Although the commission decided tonight it would not make Drory, who bought the land in late 2015, "remediate" roughly 23,000 square feet of the land near the Charles River that had been built on or filled in over the past four decades, it also decided to hold off on any go-ahead for his car wash until after his attorney gets word from the MWRA on just what it wants done to protect its sewer line and small access road that run across the property. Earlier this year, the commission had ordered Drory to clean up about 1,700 square feet on the site.
The commission is involved because the Charles River runs along the site.
Watsky argued Drory should be forced to repair the damage he or somebody allegedly did by chopping down large numbers of trees on the land; as proof he showed blowups of Google satellite views he claimed showed a "before" shot with lots of trees and an "after" shot of barren, brown land.
Drory's attorney, Ann Sobolewski, however, called the after shot ridiculous, saying it didn't show the effects of clear cutting but the effects of autumn making the trees lose their leaves. She said that somebody who looked closely at the photo could still see all the trees and their larger branches.

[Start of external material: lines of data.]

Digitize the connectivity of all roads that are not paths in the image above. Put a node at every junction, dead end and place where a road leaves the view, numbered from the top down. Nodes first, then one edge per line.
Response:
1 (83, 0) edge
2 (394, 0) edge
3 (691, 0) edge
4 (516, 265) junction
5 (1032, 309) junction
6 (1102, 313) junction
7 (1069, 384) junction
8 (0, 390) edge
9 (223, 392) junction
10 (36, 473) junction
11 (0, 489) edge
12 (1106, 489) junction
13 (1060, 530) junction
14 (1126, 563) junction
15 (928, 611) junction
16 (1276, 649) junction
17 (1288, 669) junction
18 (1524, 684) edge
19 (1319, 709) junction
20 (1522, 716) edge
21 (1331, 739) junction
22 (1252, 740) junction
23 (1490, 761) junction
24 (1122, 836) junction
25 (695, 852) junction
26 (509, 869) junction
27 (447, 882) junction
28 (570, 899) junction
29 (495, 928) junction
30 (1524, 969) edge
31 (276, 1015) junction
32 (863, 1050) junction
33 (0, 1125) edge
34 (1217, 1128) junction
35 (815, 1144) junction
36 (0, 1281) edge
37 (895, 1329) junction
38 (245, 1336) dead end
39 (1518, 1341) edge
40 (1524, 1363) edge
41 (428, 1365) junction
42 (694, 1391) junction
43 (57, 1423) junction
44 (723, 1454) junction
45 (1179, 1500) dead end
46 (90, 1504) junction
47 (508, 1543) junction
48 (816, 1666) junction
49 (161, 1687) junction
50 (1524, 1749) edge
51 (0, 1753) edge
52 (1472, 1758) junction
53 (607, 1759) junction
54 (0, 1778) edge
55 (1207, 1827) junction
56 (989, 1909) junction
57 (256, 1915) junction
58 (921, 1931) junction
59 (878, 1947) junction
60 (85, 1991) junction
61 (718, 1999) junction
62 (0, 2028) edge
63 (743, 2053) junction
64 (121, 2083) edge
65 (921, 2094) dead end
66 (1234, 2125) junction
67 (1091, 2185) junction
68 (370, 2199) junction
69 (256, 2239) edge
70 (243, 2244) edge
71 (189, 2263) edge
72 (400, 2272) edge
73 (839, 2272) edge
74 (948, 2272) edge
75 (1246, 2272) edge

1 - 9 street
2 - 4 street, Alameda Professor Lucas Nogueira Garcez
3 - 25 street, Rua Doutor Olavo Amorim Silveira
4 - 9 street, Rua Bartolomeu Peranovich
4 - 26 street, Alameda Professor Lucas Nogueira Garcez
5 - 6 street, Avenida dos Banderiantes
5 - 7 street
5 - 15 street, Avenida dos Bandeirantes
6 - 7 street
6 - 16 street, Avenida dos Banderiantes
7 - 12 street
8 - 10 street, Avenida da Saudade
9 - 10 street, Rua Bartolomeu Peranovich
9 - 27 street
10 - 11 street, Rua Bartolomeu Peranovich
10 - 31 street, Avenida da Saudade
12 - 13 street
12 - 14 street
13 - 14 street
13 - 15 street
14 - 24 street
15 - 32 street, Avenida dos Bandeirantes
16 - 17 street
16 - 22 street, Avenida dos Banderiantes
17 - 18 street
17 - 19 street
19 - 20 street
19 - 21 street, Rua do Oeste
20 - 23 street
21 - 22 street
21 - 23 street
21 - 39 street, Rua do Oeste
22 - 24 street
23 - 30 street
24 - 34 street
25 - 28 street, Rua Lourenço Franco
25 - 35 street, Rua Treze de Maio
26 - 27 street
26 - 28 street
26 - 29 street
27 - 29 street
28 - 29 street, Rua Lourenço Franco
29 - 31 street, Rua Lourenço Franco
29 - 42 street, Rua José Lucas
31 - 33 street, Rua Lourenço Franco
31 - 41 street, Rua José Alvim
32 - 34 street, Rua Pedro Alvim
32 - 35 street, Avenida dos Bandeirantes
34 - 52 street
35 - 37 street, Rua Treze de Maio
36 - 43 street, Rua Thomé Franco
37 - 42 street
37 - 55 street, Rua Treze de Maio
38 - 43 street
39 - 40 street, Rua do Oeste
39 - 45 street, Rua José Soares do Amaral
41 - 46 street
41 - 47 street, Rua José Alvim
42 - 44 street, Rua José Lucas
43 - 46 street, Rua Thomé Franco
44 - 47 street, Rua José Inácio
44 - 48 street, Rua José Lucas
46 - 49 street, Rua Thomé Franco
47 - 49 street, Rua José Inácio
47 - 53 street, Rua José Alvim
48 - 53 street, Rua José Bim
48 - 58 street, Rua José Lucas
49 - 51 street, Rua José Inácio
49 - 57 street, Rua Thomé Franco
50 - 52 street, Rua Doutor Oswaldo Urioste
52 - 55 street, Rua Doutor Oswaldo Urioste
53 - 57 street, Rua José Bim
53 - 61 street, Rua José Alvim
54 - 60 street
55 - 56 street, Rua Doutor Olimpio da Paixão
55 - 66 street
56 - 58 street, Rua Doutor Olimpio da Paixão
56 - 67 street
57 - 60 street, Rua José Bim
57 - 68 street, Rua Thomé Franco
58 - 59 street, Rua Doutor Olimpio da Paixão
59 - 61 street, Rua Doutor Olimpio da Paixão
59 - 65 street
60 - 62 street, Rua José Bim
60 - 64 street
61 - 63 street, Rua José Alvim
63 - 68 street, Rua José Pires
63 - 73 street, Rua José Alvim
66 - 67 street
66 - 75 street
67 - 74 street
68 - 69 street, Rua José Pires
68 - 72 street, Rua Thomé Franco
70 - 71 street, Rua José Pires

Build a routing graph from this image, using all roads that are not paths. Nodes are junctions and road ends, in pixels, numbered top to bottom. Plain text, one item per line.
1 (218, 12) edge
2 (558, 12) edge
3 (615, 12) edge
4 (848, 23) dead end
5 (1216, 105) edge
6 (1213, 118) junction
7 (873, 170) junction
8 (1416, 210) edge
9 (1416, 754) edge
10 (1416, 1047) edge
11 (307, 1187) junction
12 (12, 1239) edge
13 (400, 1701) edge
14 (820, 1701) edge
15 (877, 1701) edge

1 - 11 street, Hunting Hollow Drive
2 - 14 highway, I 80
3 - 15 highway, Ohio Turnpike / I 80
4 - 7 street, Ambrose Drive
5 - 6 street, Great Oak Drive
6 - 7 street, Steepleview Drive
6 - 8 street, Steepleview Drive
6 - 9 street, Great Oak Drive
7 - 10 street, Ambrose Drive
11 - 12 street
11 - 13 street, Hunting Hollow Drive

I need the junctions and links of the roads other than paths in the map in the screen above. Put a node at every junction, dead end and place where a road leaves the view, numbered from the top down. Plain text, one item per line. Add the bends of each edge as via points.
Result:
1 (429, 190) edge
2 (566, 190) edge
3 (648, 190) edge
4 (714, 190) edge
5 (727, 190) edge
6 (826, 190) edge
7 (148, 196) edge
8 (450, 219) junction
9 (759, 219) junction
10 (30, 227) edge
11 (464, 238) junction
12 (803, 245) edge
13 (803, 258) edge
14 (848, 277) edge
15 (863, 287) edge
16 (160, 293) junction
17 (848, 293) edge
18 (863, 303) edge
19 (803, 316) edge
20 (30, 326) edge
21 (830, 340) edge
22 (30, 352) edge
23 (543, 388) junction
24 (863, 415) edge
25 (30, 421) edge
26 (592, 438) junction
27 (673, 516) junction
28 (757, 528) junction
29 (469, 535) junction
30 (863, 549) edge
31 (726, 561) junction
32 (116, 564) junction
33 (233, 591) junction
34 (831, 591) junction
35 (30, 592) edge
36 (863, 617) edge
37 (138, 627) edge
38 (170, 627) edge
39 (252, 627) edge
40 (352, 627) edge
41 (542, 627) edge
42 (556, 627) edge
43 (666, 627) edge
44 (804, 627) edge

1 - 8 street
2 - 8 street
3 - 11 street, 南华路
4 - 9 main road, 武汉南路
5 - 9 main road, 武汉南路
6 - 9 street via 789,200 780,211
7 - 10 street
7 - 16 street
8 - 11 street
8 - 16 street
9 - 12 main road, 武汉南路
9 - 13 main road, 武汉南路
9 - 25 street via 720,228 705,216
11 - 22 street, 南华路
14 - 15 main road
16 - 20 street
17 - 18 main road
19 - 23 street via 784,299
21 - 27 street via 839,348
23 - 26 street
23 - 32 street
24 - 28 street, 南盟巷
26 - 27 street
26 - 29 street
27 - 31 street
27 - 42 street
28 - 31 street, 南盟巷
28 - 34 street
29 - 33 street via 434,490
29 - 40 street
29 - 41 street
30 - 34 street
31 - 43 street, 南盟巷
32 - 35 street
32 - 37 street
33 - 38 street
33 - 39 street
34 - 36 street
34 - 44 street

"If I went and built a plaza nobody would care," Drory said. "These guys hired a lawyer and brought all his customers over [to the hearing] just to shut us down. It's not about wetlands, it's about stopping competition."
An engineer hired by Korngold's group took issue with the plans Drory's engineer submitted for capturing and treating stormwater runoff before it flows into the Charles to remove oil and sediments. Jeffrey Walsh, vice president of Graves Engineering in Worcester, said the pipes called for by Halim Choubah might be insufficient to handle the flow.
Choubah said he has been doing civil engineering for more than two decades, knows what he's doing and, if anything he over-engineered the pipes and drainage, to handle more water than could actually be reasonably expected on the site. Commission member John Sullivan Jr. also questioned Walsh's questioning of Choubah's work, noting that as a professional engineer, Choubah's signature on plans carries considerable weight. Walsh retorted that out in the Worcester area, where he's from, such "peer review" of civil engineers' work is routine, at least for the sort of municipal projects he's involved in.
The commission takes up the car-wash issue again on Aug. 2.